### Exercise details:
Could you please find each line in the records that contains the word "Ridge" and copy it?

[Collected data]
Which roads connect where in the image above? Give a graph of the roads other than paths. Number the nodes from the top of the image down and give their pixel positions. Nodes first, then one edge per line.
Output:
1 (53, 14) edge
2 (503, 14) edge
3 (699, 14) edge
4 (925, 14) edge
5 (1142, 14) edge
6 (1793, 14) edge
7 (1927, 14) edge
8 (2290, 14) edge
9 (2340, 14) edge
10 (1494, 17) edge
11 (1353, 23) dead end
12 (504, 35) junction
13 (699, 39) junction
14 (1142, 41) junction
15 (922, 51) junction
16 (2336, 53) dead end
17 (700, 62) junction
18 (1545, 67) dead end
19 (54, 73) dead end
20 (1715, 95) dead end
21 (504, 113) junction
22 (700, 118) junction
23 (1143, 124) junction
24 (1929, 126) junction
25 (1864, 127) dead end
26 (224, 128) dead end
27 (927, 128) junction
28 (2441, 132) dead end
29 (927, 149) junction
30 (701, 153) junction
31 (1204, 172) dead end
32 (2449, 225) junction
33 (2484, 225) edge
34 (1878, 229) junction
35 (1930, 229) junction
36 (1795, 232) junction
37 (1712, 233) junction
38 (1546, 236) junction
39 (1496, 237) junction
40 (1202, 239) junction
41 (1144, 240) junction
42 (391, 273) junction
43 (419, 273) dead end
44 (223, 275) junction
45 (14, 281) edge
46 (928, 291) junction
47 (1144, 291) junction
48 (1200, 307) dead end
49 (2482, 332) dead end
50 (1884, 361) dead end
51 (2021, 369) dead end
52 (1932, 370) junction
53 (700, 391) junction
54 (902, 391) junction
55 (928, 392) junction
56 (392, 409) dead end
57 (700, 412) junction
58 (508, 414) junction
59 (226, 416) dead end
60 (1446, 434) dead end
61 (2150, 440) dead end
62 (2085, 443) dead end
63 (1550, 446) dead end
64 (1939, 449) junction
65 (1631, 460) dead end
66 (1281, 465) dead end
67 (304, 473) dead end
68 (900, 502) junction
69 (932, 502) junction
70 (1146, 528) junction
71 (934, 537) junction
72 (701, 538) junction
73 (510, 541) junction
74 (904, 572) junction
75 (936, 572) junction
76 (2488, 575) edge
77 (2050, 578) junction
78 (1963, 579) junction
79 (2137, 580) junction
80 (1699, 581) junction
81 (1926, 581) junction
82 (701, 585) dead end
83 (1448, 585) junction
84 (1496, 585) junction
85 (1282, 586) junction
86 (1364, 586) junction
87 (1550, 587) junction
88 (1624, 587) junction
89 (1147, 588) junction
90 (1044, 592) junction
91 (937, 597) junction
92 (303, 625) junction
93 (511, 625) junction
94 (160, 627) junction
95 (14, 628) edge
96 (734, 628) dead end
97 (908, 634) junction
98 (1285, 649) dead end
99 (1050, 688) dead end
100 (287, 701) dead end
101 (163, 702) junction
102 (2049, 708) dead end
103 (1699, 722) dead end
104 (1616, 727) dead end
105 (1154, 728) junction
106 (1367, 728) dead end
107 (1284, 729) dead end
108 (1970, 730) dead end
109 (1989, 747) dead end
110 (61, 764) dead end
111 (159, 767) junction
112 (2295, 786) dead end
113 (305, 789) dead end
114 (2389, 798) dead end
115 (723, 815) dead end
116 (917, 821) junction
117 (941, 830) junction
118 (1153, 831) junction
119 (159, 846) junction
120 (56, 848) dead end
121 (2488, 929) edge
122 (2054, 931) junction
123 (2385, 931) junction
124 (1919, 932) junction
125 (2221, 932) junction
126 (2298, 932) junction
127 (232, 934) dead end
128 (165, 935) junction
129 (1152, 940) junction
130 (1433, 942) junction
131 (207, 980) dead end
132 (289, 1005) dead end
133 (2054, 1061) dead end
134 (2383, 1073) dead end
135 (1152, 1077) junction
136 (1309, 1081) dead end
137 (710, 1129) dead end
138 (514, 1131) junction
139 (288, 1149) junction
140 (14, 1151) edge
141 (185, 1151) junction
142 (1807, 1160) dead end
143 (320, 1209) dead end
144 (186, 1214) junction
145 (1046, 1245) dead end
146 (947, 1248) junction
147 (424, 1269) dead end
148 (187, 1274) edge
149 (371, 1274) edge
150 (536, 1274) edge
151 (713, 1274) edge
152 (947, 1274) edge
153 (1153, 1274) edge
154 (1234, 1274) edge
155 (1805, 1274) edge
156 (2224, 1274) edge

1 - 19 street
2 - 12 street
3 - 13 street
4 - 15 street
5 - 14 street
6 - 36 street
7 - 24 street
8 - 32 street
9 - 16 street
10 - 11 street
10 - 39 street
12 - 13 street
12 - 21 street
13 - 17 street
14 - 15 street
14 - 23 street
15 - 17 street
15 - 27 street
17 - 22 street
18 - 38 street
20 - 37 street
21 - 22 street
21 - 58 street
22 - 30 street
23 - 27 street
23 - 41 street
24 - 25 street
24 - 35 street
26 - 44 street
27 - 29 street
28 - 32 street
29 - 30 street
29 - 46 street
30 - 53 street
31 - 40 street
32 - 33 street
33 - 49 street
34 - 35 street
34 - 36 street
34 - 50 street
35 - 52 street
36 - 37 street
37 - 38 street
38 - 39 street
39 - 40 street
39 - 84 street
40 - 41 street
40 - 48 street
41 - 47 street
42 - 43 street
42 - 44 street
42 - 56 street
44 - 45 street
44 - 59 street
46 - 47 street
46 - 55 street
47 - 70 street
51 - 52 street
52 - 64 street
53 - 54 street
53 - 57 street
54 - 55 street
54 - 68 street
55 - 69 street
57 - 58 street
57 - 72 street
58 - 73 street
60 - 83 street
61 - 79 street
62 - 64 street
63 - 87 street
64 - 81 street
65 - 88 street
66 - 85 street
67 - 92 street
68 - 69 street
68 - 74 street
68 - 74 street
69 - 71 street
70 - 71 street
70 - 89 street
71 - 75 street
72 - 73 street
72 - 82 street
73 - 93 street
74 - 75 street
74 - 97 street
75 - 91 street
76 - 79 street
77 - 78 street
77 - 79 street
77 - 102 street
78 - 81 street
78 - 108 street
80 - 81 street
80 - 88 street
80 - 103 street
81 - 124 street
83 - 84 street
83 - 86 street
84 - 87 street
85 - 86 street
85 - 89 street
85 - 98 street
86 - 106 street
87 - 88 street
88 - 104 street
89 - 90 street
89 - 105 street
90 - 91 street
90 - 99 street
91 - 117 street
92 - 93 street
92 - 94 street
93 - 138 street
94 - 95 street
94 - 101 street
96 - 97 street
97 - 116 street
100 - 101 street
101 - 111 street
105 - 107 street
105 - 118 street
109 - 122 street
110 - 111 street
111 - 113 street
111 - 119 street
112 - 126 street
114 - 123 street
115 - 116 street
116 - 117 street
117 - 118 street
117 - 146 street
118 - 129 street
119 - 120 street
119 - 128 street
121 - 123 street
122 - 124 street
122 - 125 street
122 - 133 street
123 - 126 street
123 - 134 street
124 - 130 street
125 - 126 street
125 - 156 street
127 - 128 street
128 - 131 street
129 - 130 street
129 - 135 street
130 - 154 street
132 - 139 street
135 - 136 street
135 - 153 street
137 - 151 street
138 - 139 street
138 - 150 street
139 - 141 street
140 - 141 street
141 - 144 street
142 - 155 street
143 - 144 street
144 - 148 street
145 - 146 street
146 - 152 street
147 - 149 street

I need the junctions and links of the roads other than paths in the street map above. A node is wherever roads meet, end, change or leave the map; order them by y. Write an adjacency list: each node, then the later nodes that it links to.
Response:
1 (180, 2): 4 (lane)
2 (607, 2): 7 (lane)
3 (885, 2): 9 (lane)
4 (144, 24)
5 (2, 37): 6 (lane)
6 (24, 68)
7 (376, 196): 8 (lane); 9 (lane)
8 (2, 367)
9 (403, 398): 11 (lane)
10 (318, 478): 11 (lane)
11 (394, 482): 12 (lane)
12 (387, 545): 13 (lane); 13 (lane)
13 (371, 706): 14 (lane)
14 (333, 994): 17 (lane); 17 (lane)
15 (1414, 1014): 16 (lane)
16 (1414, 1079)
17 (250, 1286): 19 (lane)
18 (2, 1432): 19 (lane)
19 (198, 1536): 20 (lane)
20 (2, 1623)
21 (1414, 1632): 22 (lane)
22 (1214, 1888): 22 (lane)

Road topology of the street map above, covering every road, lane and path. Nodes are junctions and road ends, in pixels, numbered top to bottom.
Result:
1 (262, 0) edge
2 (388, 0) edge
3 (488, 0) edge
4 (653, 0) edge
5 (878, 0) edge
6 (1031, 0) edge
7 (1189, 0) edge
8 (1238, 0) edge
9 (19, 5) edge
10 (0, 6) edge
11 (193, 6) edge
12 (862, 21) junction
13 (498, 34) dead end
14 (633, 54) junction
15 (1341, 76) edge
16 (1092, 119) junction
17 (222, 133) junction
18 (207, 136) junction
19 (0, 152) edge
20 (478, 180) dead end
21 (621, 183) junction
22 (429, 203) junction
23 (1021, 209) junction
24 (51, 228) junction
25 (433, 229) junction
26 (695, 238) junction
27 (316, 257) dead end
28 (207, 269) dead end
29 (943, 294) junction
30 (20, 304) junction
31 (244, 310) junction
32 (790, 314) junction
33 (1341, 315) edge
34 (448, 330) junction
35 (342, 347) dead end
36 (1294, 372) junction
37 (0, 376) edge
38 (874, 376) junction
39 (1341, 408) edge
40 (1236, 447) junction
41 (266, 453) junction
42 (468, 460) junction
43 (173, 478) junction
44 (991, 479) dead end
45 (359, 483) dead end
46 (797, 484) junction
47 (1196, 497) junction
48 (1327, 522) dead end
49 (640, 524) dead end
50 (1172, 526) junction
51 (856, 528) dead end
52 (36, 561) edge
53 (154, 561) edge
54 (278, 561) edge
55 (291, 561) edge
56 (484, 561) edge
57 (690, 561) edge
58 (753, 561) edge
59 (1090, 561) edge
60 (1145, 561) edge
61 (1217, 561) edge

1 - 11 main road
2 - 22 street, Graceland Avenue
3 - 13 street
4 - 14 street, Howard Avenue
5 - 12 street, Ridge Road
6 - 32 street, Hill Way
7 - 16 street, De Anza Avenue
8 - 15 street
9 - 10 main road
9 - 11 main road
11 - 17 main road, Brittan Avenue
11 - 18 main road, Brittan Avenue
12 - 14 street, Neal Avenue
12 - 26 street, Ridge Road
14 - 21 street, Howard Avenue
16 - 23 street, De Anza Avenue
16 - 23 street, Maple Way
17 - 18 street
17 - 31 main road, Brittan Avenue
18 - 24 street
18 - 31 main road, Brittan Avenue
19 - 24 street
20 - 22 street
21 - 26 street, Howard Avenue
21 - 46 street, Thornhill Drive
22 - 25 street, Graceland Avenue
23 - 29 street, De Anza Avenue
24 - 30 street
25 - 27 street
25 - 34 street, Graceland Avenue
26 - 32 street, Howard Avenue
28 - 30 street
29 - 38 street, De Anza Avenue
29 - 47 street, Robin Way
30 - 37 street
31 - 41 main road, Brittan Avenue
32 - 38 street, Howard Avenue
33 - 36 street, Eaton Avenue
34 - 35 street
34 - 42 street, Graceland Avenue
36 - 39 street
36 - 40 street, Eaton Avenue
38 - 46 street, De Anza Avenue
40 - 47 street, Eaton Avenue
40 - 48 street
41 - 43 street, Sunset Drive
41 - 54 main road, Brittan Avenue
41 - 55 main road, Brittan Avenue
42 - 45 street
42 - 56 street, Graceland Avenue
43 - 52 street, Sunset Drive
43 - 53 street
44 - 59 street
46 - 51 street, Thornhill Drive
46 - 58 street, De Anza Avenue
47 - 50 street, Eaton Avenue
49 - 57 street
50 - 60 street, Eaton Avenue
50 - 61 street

### Reply to the exercise:
5 - 12 street, Ridge Road
12 - 26 street, Ridge Road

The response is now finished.